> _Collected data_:
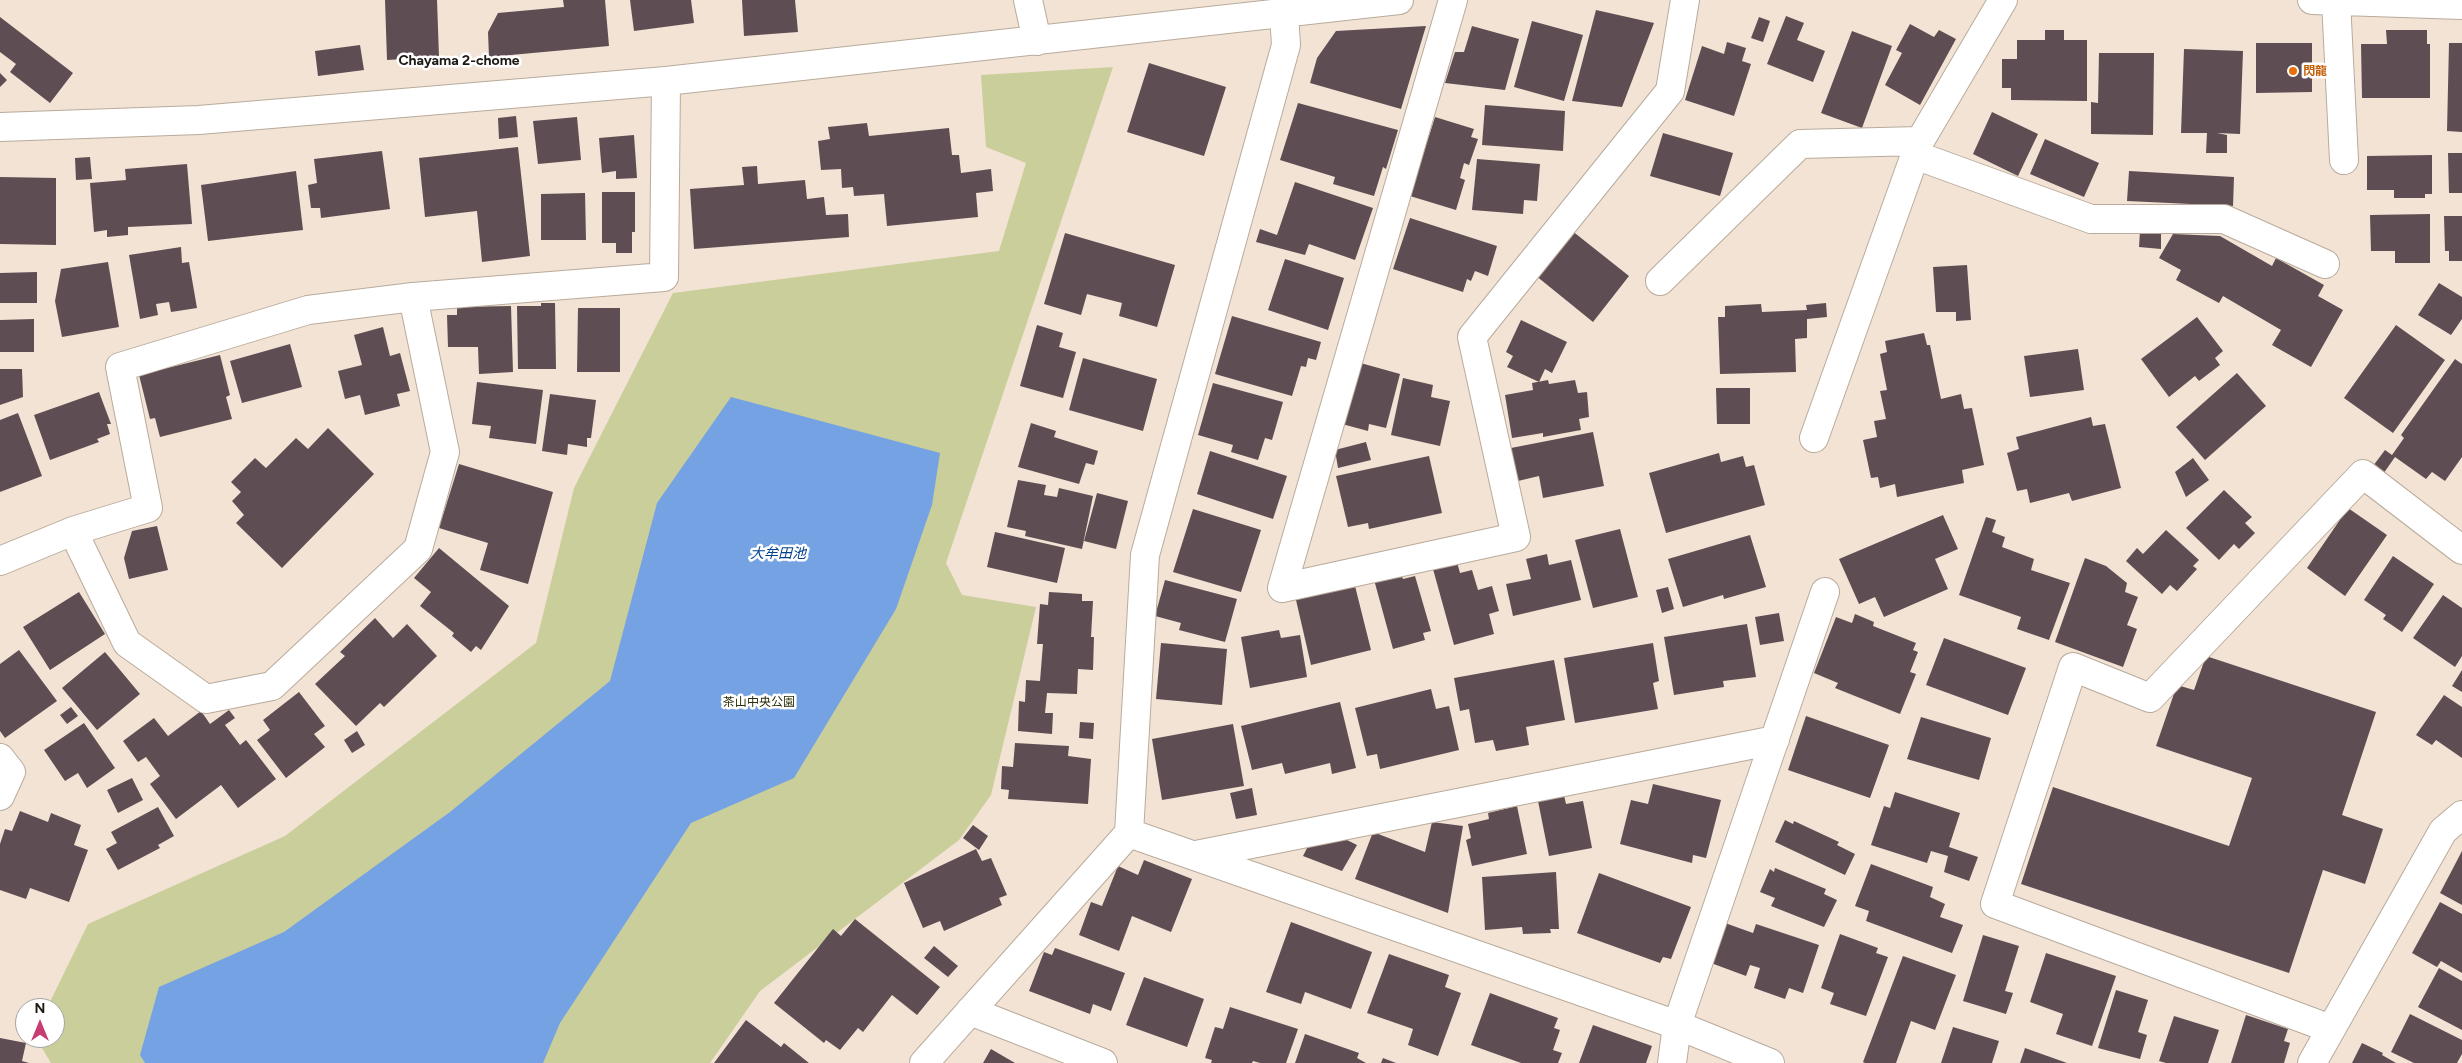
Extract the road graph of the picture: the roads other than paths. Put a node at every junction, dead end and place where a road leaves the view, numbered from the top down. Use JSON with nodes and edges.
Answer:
{"nodes":[{"id":1,"x":1028,"y":0,"type":"edge"},
{"id":2,"x":1400,"y":0,"type":"edge"},
{"id":3,"x":1453,"y":0,"type":"edge"},
{"id":4,"x":1685,"y":0,"type":"edge"},
{"id":5,"x":2003,"y":0,"type":"edge"},
{"id":6,"x":2312,"y":0,"type":"edge"},
{"id":7,"x":2336,"y":0,"type":"edge"},
{"id":8,"x":2462,"y":5,"type":"edge"},
{"id":9,"x":1267,"y":10,"type":"edge"},
{"id":10,"x":1037,"y":41,"type":"junction"},
{"id":11,"x":666,"y":81,"type":"junction"},
{"id":12,"x":0,"y":127,"type":"edge"},
{"id":13,"x":1918,"y":148,"type":"junction"},
{"id":14,"x":2344,"y":160,"type":"dead end"},
{"id":15,"x":2324,"y":264,"type":"dead end"},
{"id":16,"x":1660,"y":281,"type":"dead end"},
{"id":17,"x":413,"y":297,"type":"junction"},
{"id":18,"x":1814,"y":438,"type":"dead end"},
{"id":19,"x":74,"y":531,"type":"junction"},
{"id":20,"x":2462,"y":550,"type":"edge"},
{"id":21,"x":0,"y":561,"type":"edge"},
{"id":22,"x":1826,"y":592,"type":"dead end"},
{"id":23,"x":1775,"y":740,"type":"junction"},
{"id":24,"x":0,"y":758,"type":"edge"},
{"id":25,"x":0,"y":796,"type":"edge"},
{"id":26,"x":2462,"y":815,"type":"edge"},
{"id":27,"x":1129,"y":833,"type":"junction"},
{"id":28,"x":1195,"y":856,"type":"junction"},
{"id":29,"x":970,"y":1011,"type":"junction"},
{"id":30,"x":1676,"y":1025,"type":"junction"},
{"id":31,"x":2331,"y":1030,"type":"junction"},
{"id":32,"x":924,"y":1063,"type":"edge"},
{"id":33,"x":1103,"y":1063,"type":"edge"},
{"id":34,"x":1672,"y":1063,"type":"edge"},
{"id":35,"x":1770,"y":1063,"type":"edge"},
{"id":36,"x":2312,"y":1063,"type":"edge"}],
"edges":[{"from":1,"to":10,"type":"street"},
{"from":2,"to":9,"type":"street"},
{"from":3,"to":4,"type":"street"},
{"from":5,"to":13,"type":"street"},
{"from":6,"to":7,"type":"street"},
{"from":7,"to":8,"type":"street"},
{"from":7,"to":14,"type":"street"},
{"from":9,"to":10,"type":"street"},
{"from":9,"to":27,"type":"street"},
{"from":10,"to":11,"type":"street"},
{"from":11,"to":12,"type":"street"},
{"from":11,"to":17,"type":"street"},
{"from":13,"to":15,"type":"street"},
{"from":13,"to":16,"type":"street"},
{"from":13,"to":18,"type":"street"},
{"from":17,"to":19,"type":"street"},
{"from":17,"to":19,"type":"street"},
{"from":19,"to":21,"type":"street"},
{"from":20,"to":31,"type":"street"},
{"from":22,"to":23,"type":"street"},
{"from":23,"to":28,"type":"street"},
{"from":23,"to":30,"type":"street"},
{"from":24,"to":25,"type":"street"},
{"from":26,"to":31,"type":"street"},
{"from":27,"to":28,"type":"street"},
{"from":27,"to":29,"type":"street"},
{"from":28,"to":30,"type":"street"},
{"from":29,"to":32,"type":"street"},
{"from":29,"to":33,"type":"street"},
{"from":30,"to":34,"type":"street"},
{"from":30,"to":35,"type":"street"},
{"from":31,"to":36,"type":"street"}]}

> _Problem requirements_:
Copy every line above that holds the word "nodes".

> _Your response_:
Extract the road graph of the picture: the roads other than paths. Put a node at every junction, dead end and place where a road leaves the view, numbered from the top down. Use JSON with nodes and edges.
{"nodes":[{"id":1,"x":1028,"y":0,"type":"edge"},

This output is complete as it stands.